Christmas cake is traditionally made several weeks in advance to allow time for ‘feeding’ and maturing but it can be eaten soon after cooking.
It does need time to dry out slightly before icing.
You do need to get the pre-soaking ingredients ready the night before you make the fruit cake.
- 225g butter
- 225g dark, soft, brown sugar
- 285g plain flour
- 4 eggs
- pinch of salt
- 1100g dried fruit - mixed fruit, sultanas, raisins, currants (personal choice - I like a luxury mixed fruit pack plus other fruits in equal quantities)
- 50g halved, glacé cherries
- 250ml or small bottle Guinness/stout/dark beer
- grated rinds of 1 lemon and 1 orange
- 15ml golden syrup
- 5ml powdered cinnamon
- 5ml mixed spice
- Brandy, rum or whiskey to 'feed' the cake if wanted
Soak the dried fruits overnight in the Guinness or stout
Pre-heat oven to 325 Fahrenheit/170 Celsius/ Gas Mark 3
Cream butter and sugar with the syrup, grated lemon and orange rind.
Beat the eggs and slowly beat the egg mixture into your creamed butter and sugar.
Sift together the flour, salt and spices.
Stir in the flour mix thoroughly, ensuring there are no large clumps of flour.
Stir in the fruit and any liquid left from the soaking.
Line an 8 inch/ 20cm deep cake tin with two layers of greaseproof paper, making sure there is no gap between the base layer and the sides. You can do this by cutting short snips into one of the side layers and flattening these in between the 2 base layers. You can also wrap another piece of greaseproof paper or a piece of brown paper around the outside of the tin to stop the side from getting too hot.
Lightly grease the tin.
Put the mixture in the tin, smoothing it flat.
Bake in the centre of the oven for 90 minutes then lower the heat to 275F/140C/Gas mark 1.
Cover the top of the cake with a piece of greaseproof paper and continue cooking for a further 90 - 120 minutes, testing with a skewer towards the end to ensure it is cooked through.

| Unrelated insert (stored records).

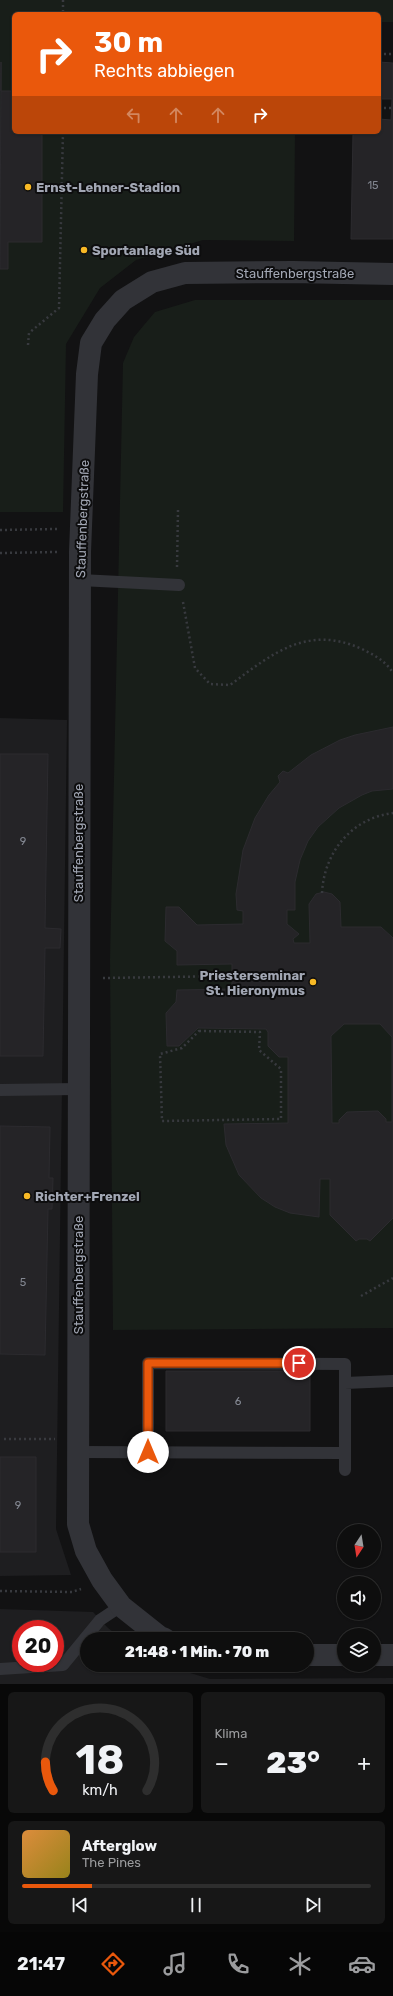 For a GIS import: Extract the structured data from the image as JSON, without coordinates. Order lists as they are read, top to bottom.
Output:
{
  "streets": {
    "street": ["Stauffenbergstraße"]
  },
  "places": [
    "Ernst-Lehner-Stadion",
    "Sportanlage Süd",
    "Priesterseminar St. Hieronymus",
    "Richter+Frenzel"
  ],
  "house_numbers": [
    "15",
    "9",
    "5",
    "6",
    "9"
  ],
  "north": "bottom",
  "page": {
    "turn": ["30 m", "Rechts abbiegen"],
    "limit": "20",
    "trip": "21:48 · 1 Min. · 70 m",
    "tile": "Klima",
    "heat": ["−", "23°", "+"],
    "song": ["Afterglow", "The Pines"],
    "tabs": "21:47",
    "gauge": ["18", "km/h"]
  }
} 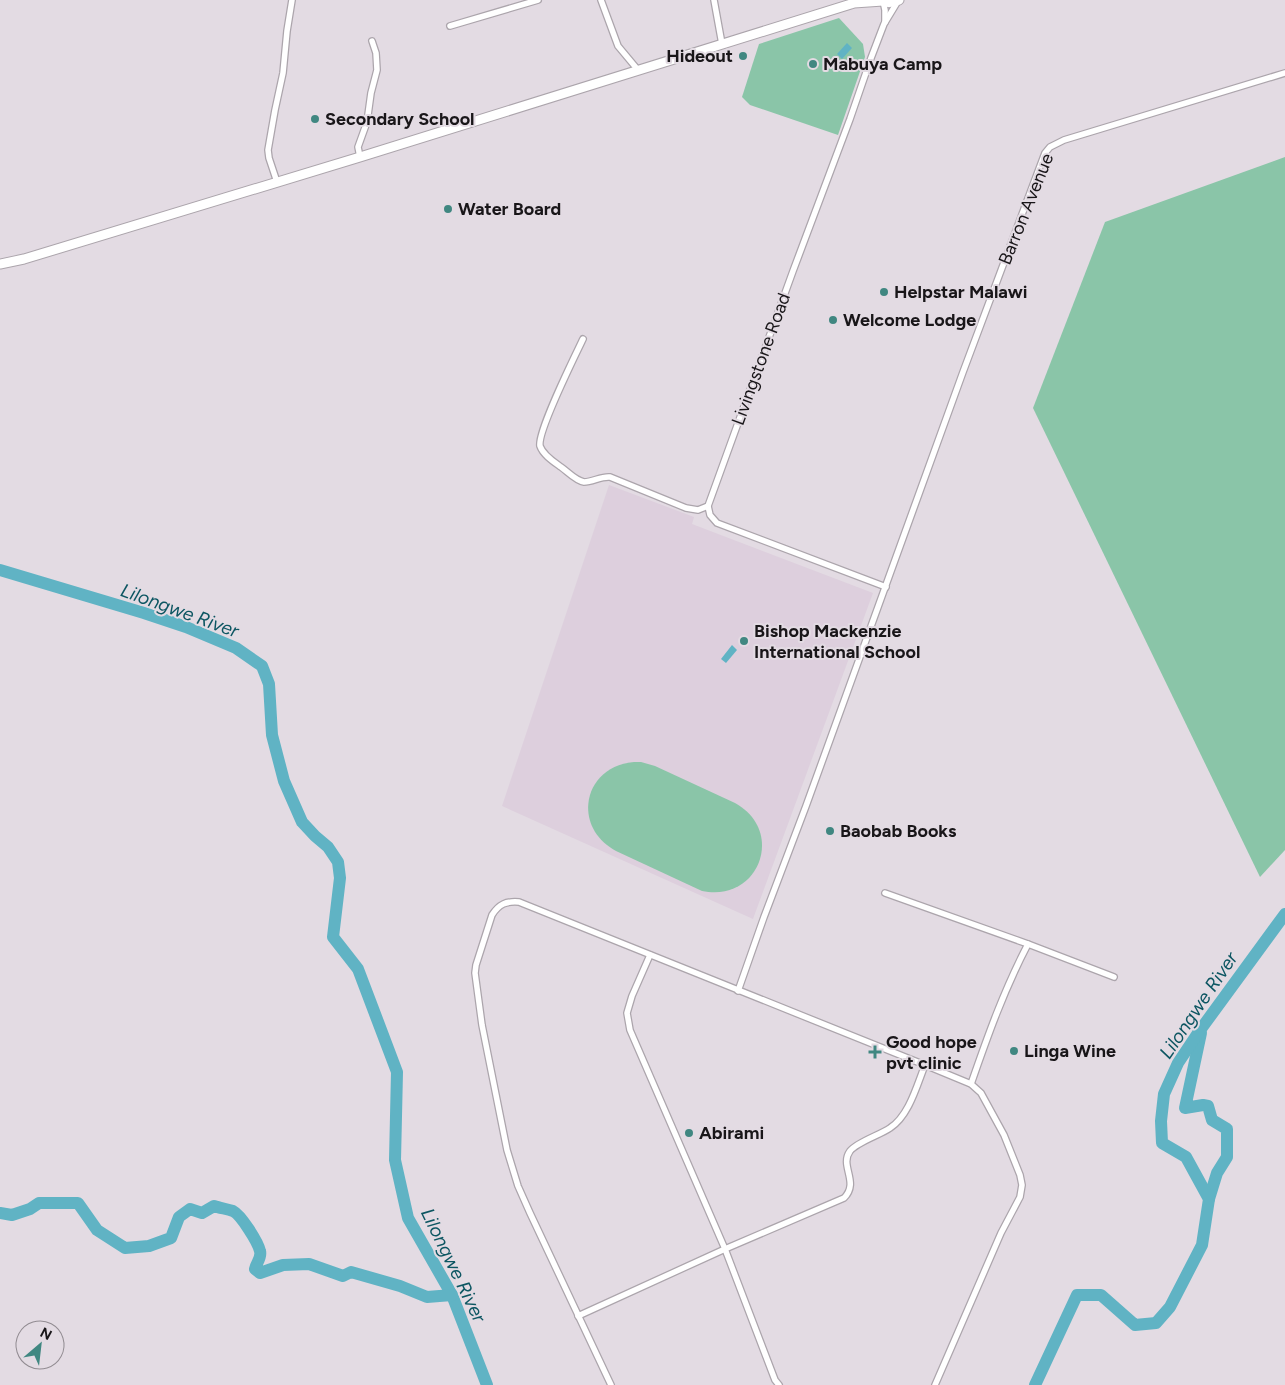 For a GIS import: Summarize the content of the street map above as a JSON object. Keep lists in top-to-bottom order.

Remove from the oven and leave in the tin to cool for a few minutes before turning out and removing the greaseproof paper.
Cool completely before wrapping in foil.
If wanted, you can feed the cake with brandy or rum at weekly intervals. To do this, unwrap the cake, make several small holes in the base of the cake with a cocktail stick or skewer and pour 15ml spirit evenly over the base. Rewrap to continue storing the cake. Do not feed in the days just before icing to allow the surface to dry.